Keywords: Intestinal Failure, Ethanol locks, Catheter-related sepsis, Central Venous Catheter Infection
Purpose
Central venous catheter (CVC) infections are a major source of morbidity and mortality for children with intestinal failure. Parenteral nutrition (PN) remains a mainstay of therapy in the care of children with intestinal failure, and in these patients central venous catheters are a lifeline. Previously published reports have shown rates of catheter-related infections in children with intestinal failure ranging from 11.15 to 26.5 infections per 1000 catheter days [1, 2]. Although multidisciplinary management of intestinal failure can reduce the use of PN [3, 4], a substantial number of patients with indwelling central venous catheters continue to be develop line sepsis. Catheter associated sepsis can lead to line removal, loss of access sites, accelerated hepatic damage, hospitalization, and increased mortality.

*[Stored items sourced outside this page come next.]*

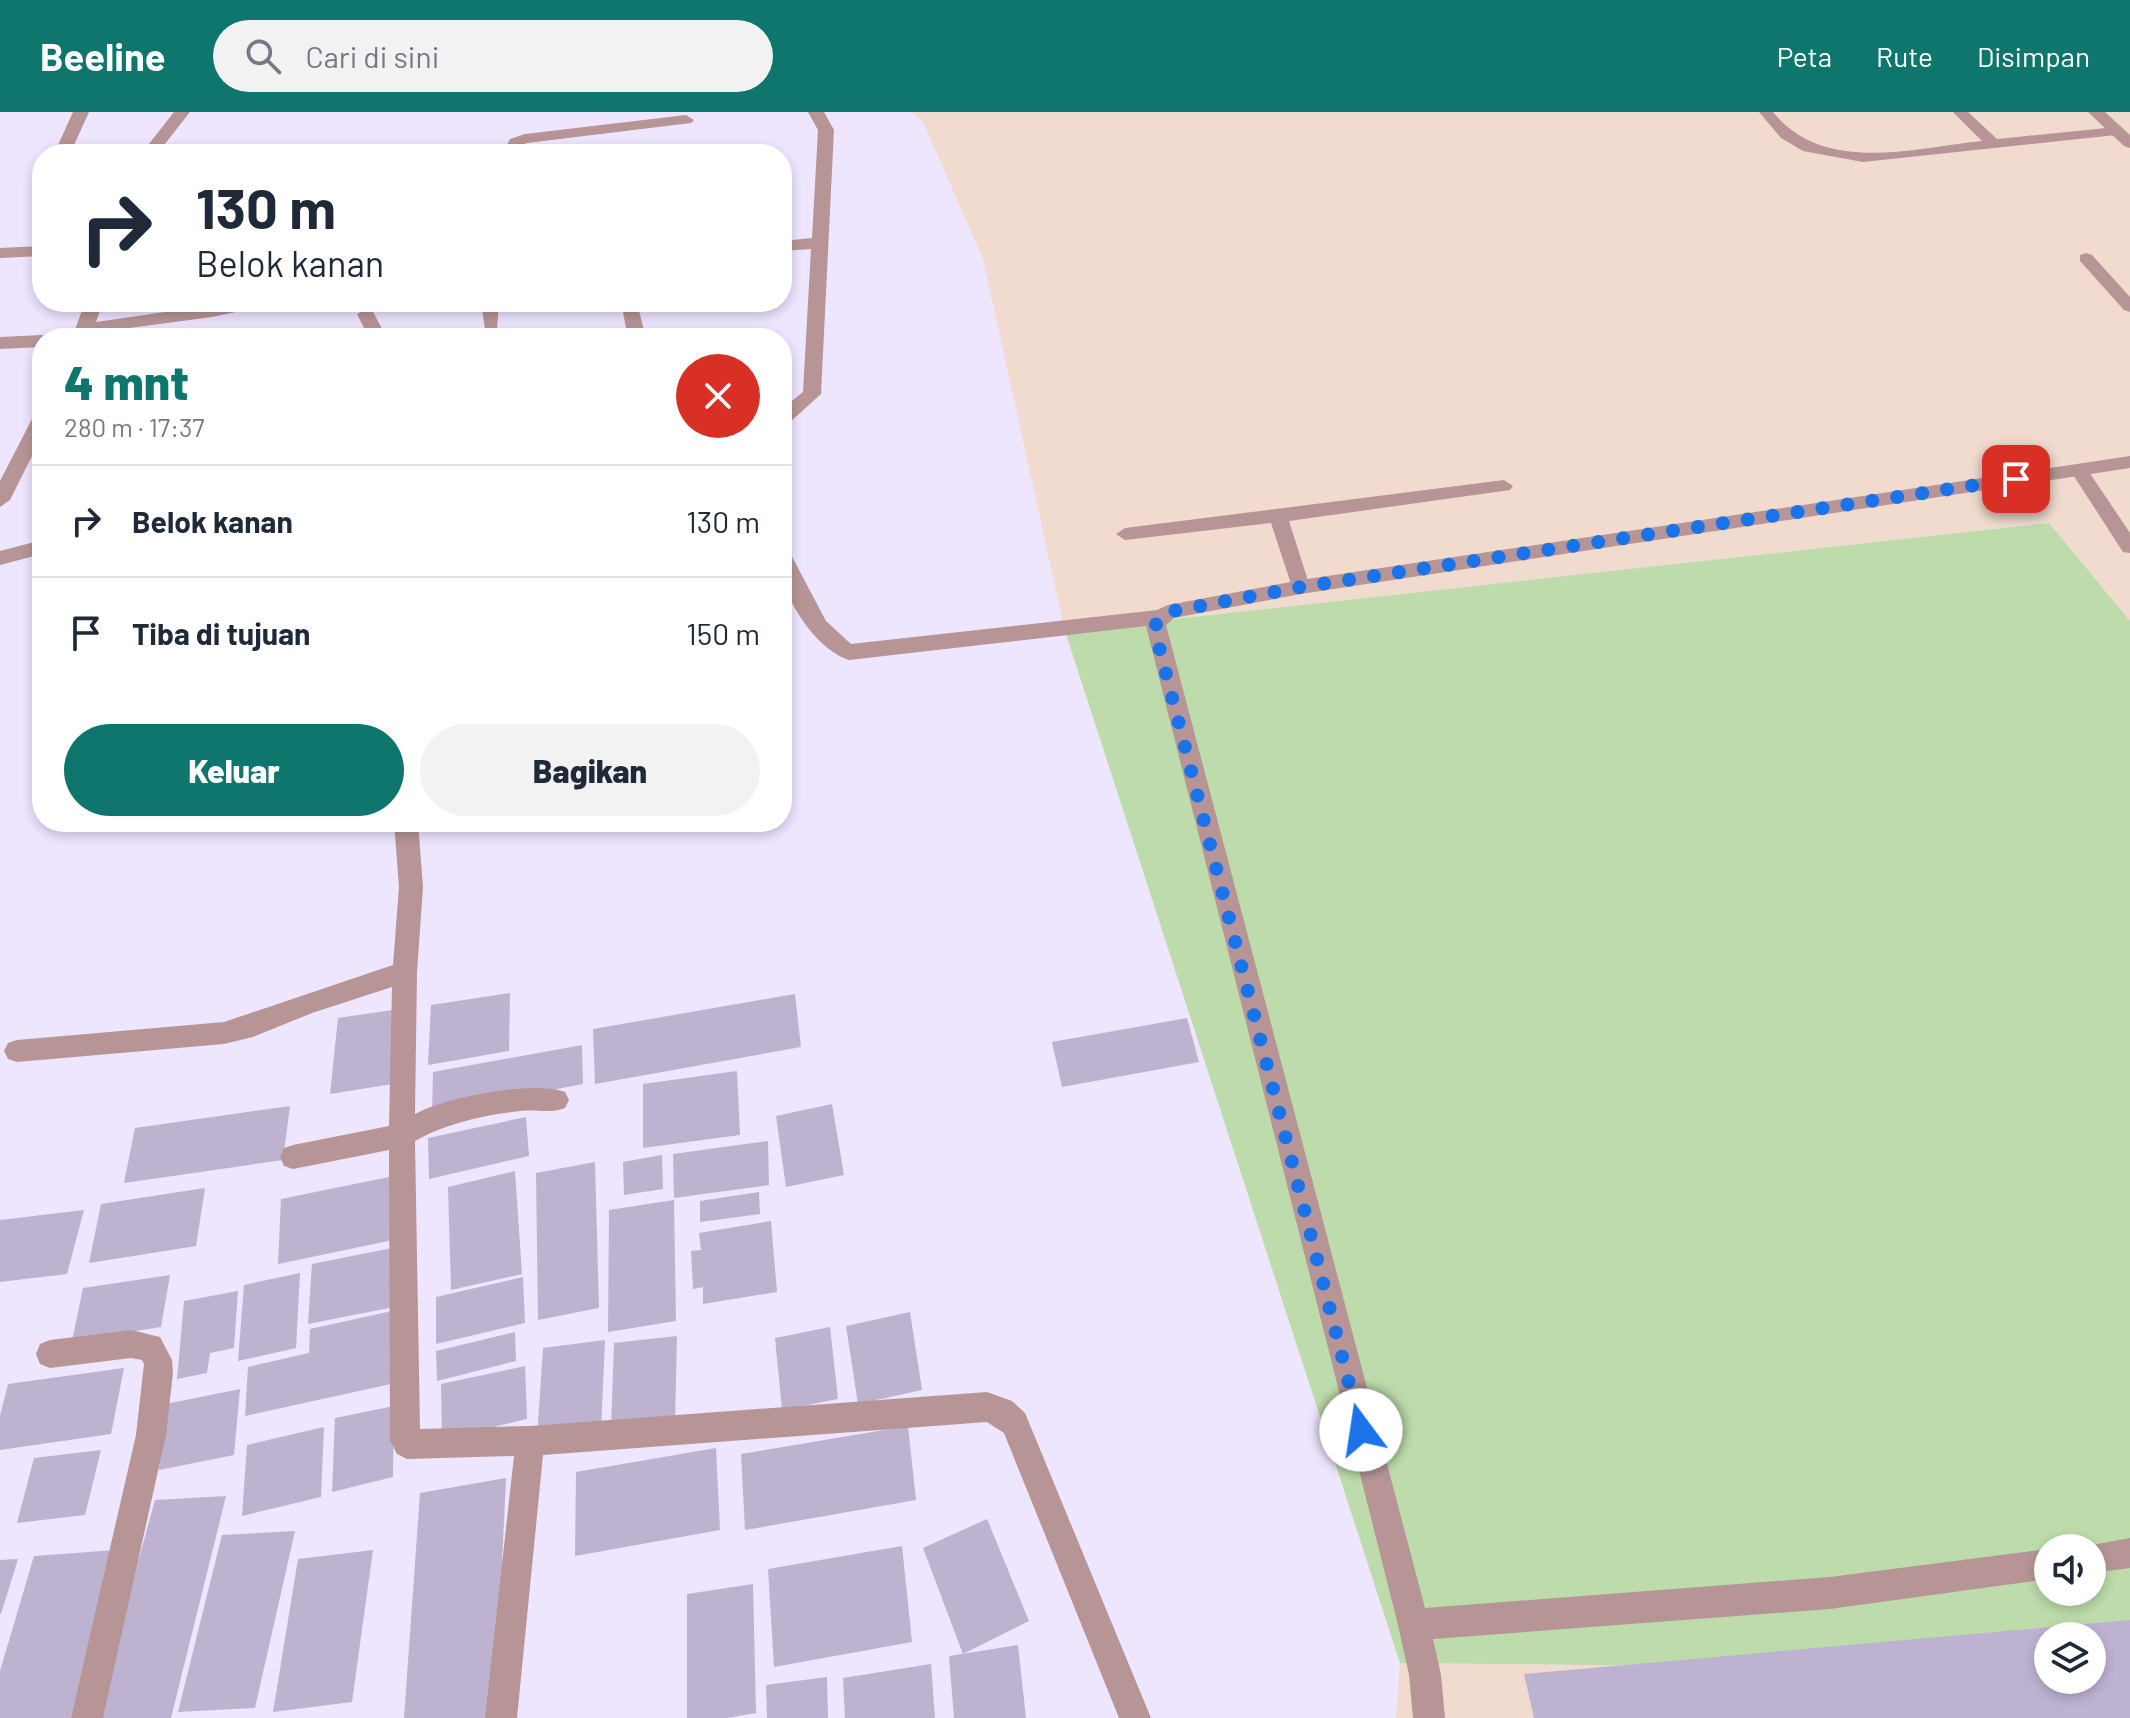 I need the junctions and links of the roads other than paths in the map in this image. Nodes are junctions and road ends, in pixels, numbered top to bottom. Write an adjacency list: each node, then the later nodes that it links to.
1 (81, 112): 11 (street)
2 (182, 112): 12 (street)
3 (816, 112): 14 (street)
4 (1766, 112): 9 (lane)
5 (1960, 112): 9 (lane)
6 (2096, 112): 8 (street)
7 (686, 120): 13 (street)
8 (2116, 131): 9 (lane); 10 (street)
9 (1992, 143)
10 (2130, 143)
11 (67, 144)
12 (157, 144)
13 (515, 144)
14 (818, 243): 15 (street); 28 (street)
15 (792, 245)
16 (32, 251): 17 (street)
17 (0, 253)
18 (2086, 258): 19 (lane)
19 (2130, 307)
20 (212, 312): 24 (street)
21 (490, 312): 23 (street)
22 (366, 314): 25 (street)
23 (491, 325)
24 (118, 328)
25 (373, 328)
26 (32, 341): 27 (street)
27 (0, 343)
28 (792, 411)
29 (32, 437): 33 (street)
30 (2130, 462): 31 (street)
31 (2079, 470): 36 (lane); 39 (street)
32 (1504, 486): 34 (lane)
33 (0, 500)
34 (1278, 516): 35 (lane); 39 (lane)
35 (1125, 534)
36 (2130, 547)
37 (32, 550): 38 (street)
38 (0, 558)
39 (1301, 587): 41 (street)
40 (792, 589): 41 (street)
41 (1161, 617): 53 (street)
42 (407, 832): 43 (street)
43 (405, 972): 44 (street); 46 (street)
44 (17, 1051)
45 (556, 1100): 46 (street)
46 (402, 1135): 47 (street); 49 (street)
47 (293, 1157)
48 (50, 1354): 54 (street)
49 (530, 1441): 55 (street); 56 (street)
50 (2130, 1553): 51 (street)
51 (2106, 1556)
52 (2034, 1566): 53 (street)
53 (1414, 1625): 57 (street)
54 (87, 1718)
55 (501, 1718)
56 (1135, 1718)
57 (1429, 1718)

Methods to reduce the number of infections in central venous catheters have become standard of care. These include insertion under sterile conditions, maintenance of sterile occlusive dressings, and close surveillance for signs of infections [5]. Antibiotic catheter lock solutions have also been shown to be effective in reducing catheter related bloodstream infections (CRBSI) in pediatric patients [6]. Concerns about the use of antibiotic lock therapy include the development of resistant bacteria strains, as well as hypersensitivity to or toxicity from the antibiotics themselves [5]. In many instances, the antibiotic-heparin combination has limited physicochemical stability which makes it impractical for homecare patients. In addition, the biofilm formed by bacteria on an indwelling catheter confers its own inherent resistance [7]. To penetrate the biofilm, antibiotic concentrations 20–1000 times stronger than those typically required to produce the same killing effect on planktonic, or free-floating, bacteria are required [7]. Recent studies of various catheter lock solutions led to the discovery of ethanol as an effective antibacterial agent [8, 9].

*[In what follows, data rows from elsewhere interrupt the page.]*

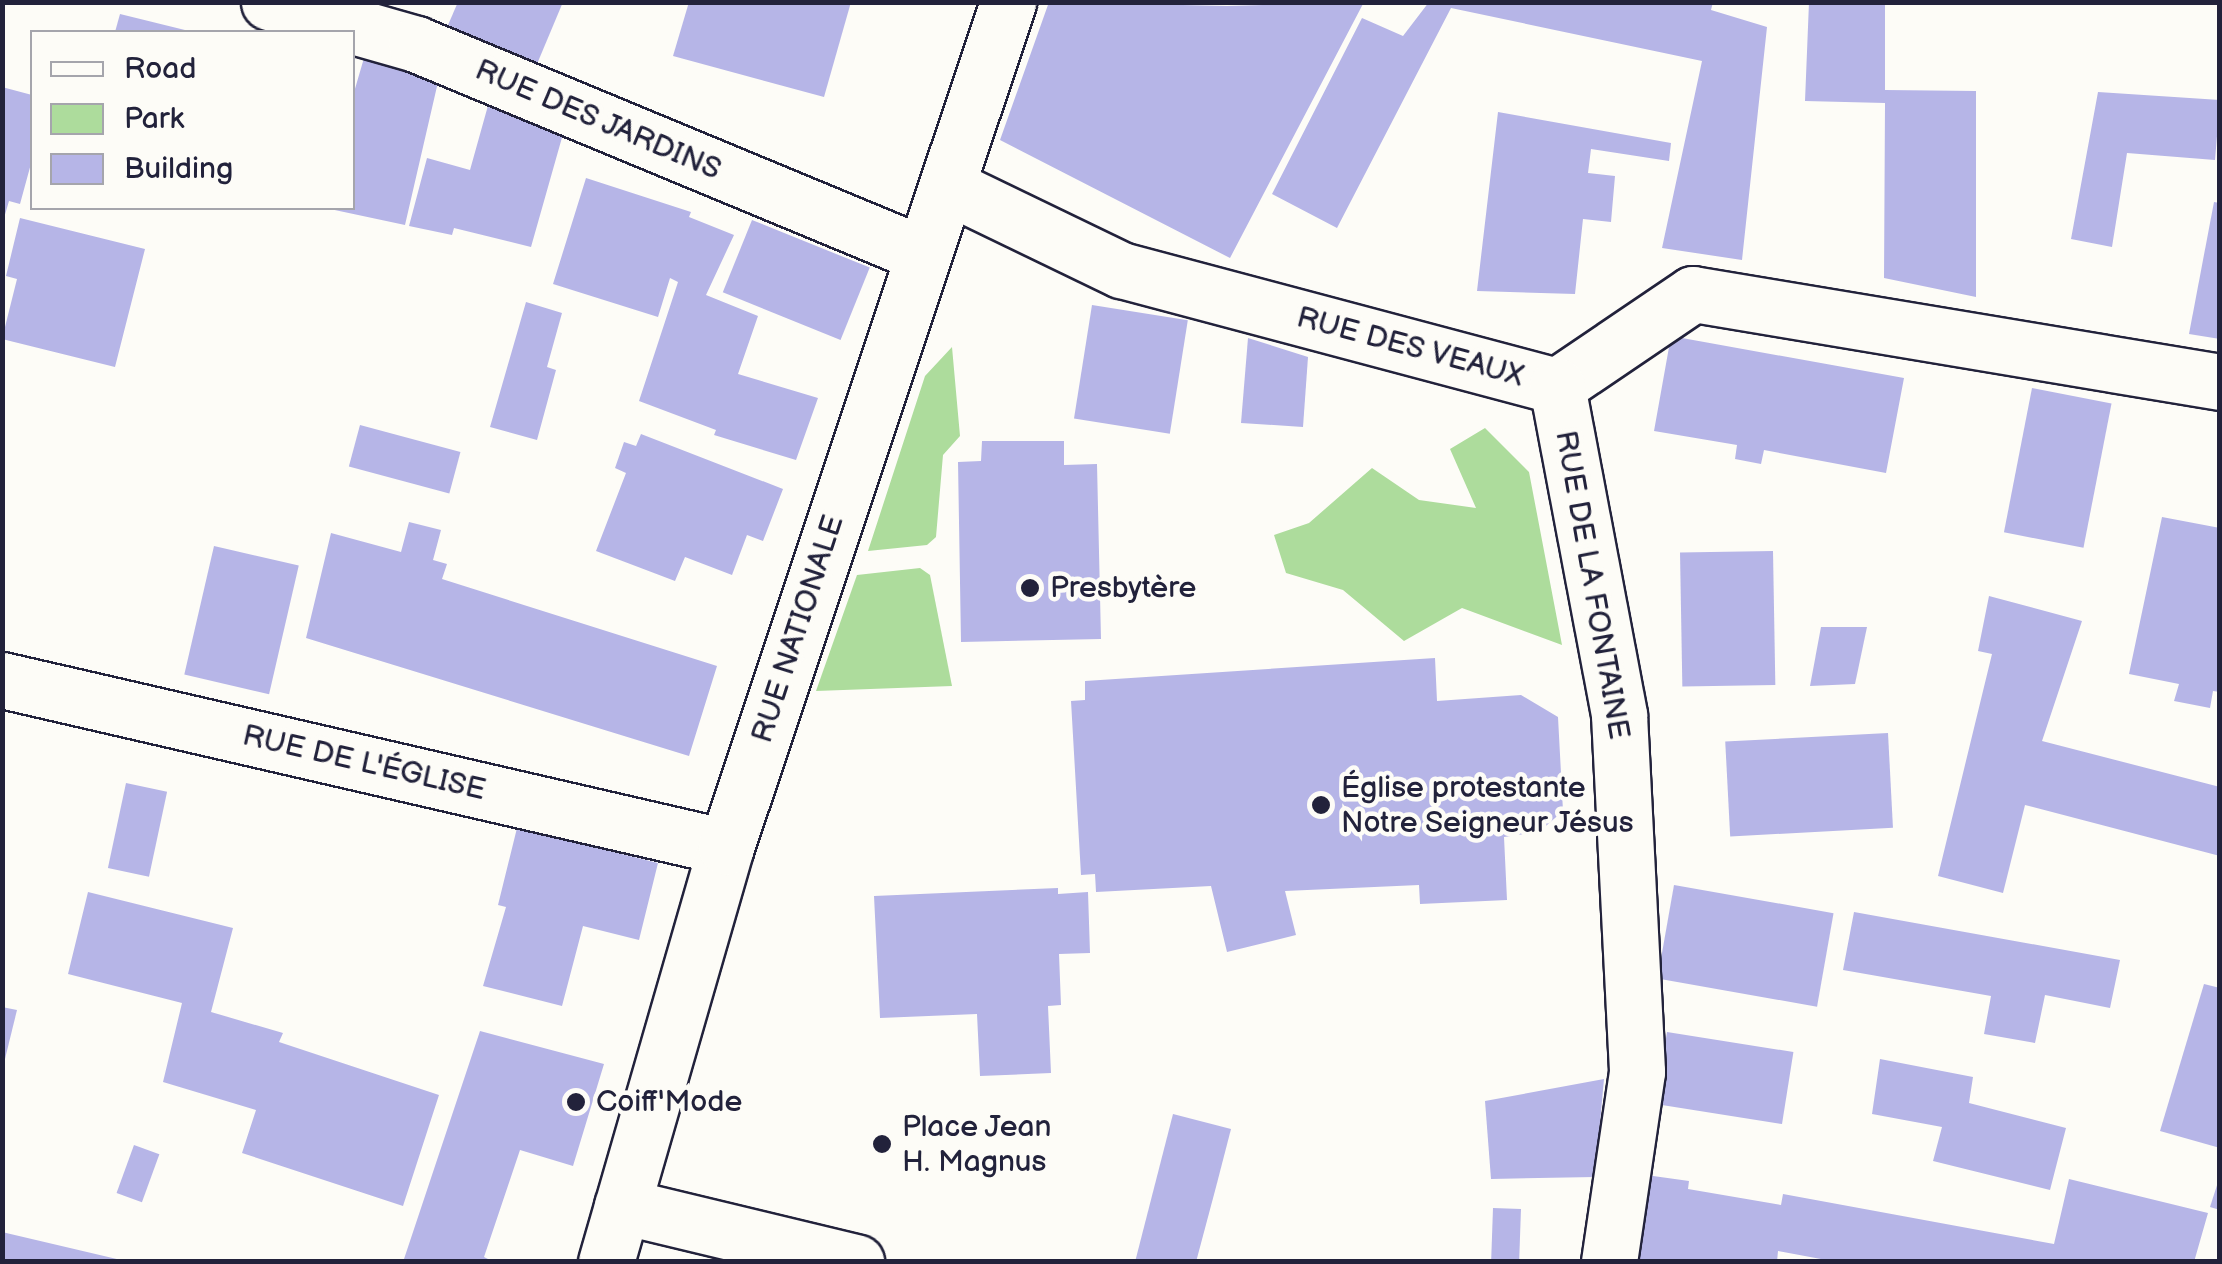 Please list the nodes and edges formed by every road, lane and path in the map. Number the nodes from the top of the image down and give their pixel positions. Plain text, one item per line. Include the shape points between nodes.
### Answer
1 (268, 2) edge
2 (1008, 2) edge
3 (949, 187) junction
4 (922, 254) junction
5 (2220, 382) edge
6 (1557, 386) junction
7 (2, 680) edge
8 (726, 847) junction
9 (622, 1206) junction
10 (606, 1262) edge
11 (856, 1262) edge
12 (1609, 1262) edge

1 - 4 street, RUE DES JARDINS via 416,44
2 - 3 street, RUE NATIONALE
3 - 4 street, RUE NATIONALE
3 - 6 street, RUE DES VEAUX via 1121,270
4 - 8 street, RUE NATIONALE
5 - 6 street, RUE DES VEAUX via 1693,294
6 - 12 street, RUE DE LA FONTAINE via 1619,716 1637,1072
7 - 8 street, RUE DE L'ÉGLISE
8 - 9 street, RUE NATIONALE
9 - 10 street, RUE NATIONALE
9 - 11 street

Ethanol acts as a bactericidal and fungicidal agent by denaturing the cell membrane. Its wide spectrum of antimicrobial action has led to diverse uses, such as mouthwashes, hand washes, and hospital disinfectants [10]. A 4 hour exposure to a concentration of 70% ethanol has been shown to be both bactericidal and fungicidal to Staphylococcus aureus, Streptococcus pyogenes, Escherichia coli, Pseudomonas aeruginosa, Klebsiella pneumonia, and Candida albicans in an experimental model of plastic-adherent biofilm [11]. Ethanol has the ability to penetrate the protective biofilm, and has not been shown to pose a risk for development of resistance [12].
We recognized the potential for a reduction in catheter-related sepsis in our pediatric intestinal failure patients, and instituted an outpatient regimen of ethanol locks. Our study aim was to assess if this intervention did indeed decrease the rate of central venous catheter infections in parenteral nutrition-dependent children with intestinal failure.
Methods
Intestinal failure patients with a history of one or more central venous catheter (CVC) infections in the previous year were eligible for the ethanol lock protocol. A regimen of 70% ethanol catheter locks was instituted on an outpatient basis, beginning in September 2007. A 70% ethanol in water solution was prepared in the Children’s Hospital Boston Pharmacy by dilution of Dehydrated Alcohol Injection, USP, which consists of not less than 98% by volume of ethanol (ethyl alcohol). The volume of lock solution delivered was determined for each patient individually, based on the volume of the catheter. Catheter volume was determined by aspirating from the catheter until blood return was noted, and then using the volume of the aspirated fluid as the volume of the lock solution. For each patient, the first administration of the ethanol lock was done in a monitored inpatient setting. The ethanol lock solution was instilled into the catheter between infusions of parenteral nutrition (PN), and left in place for a minimum dwell time of 4 hours. At the start of the patient’s next administration of PN, the ethanol solution was withdrawn from the catheter and discarded. Once the patient’s caregivers were instructed in the administration of ethanol locks, this process was executed three days per week on an outpatient basis, usually Monday, Wednesday, and Friday. All patients and their caregivers were questioned regarding tolerance of the ethanol locks as well as possible adverse events during outpatient clinic visits, which occurred at least every 3 months during the study period.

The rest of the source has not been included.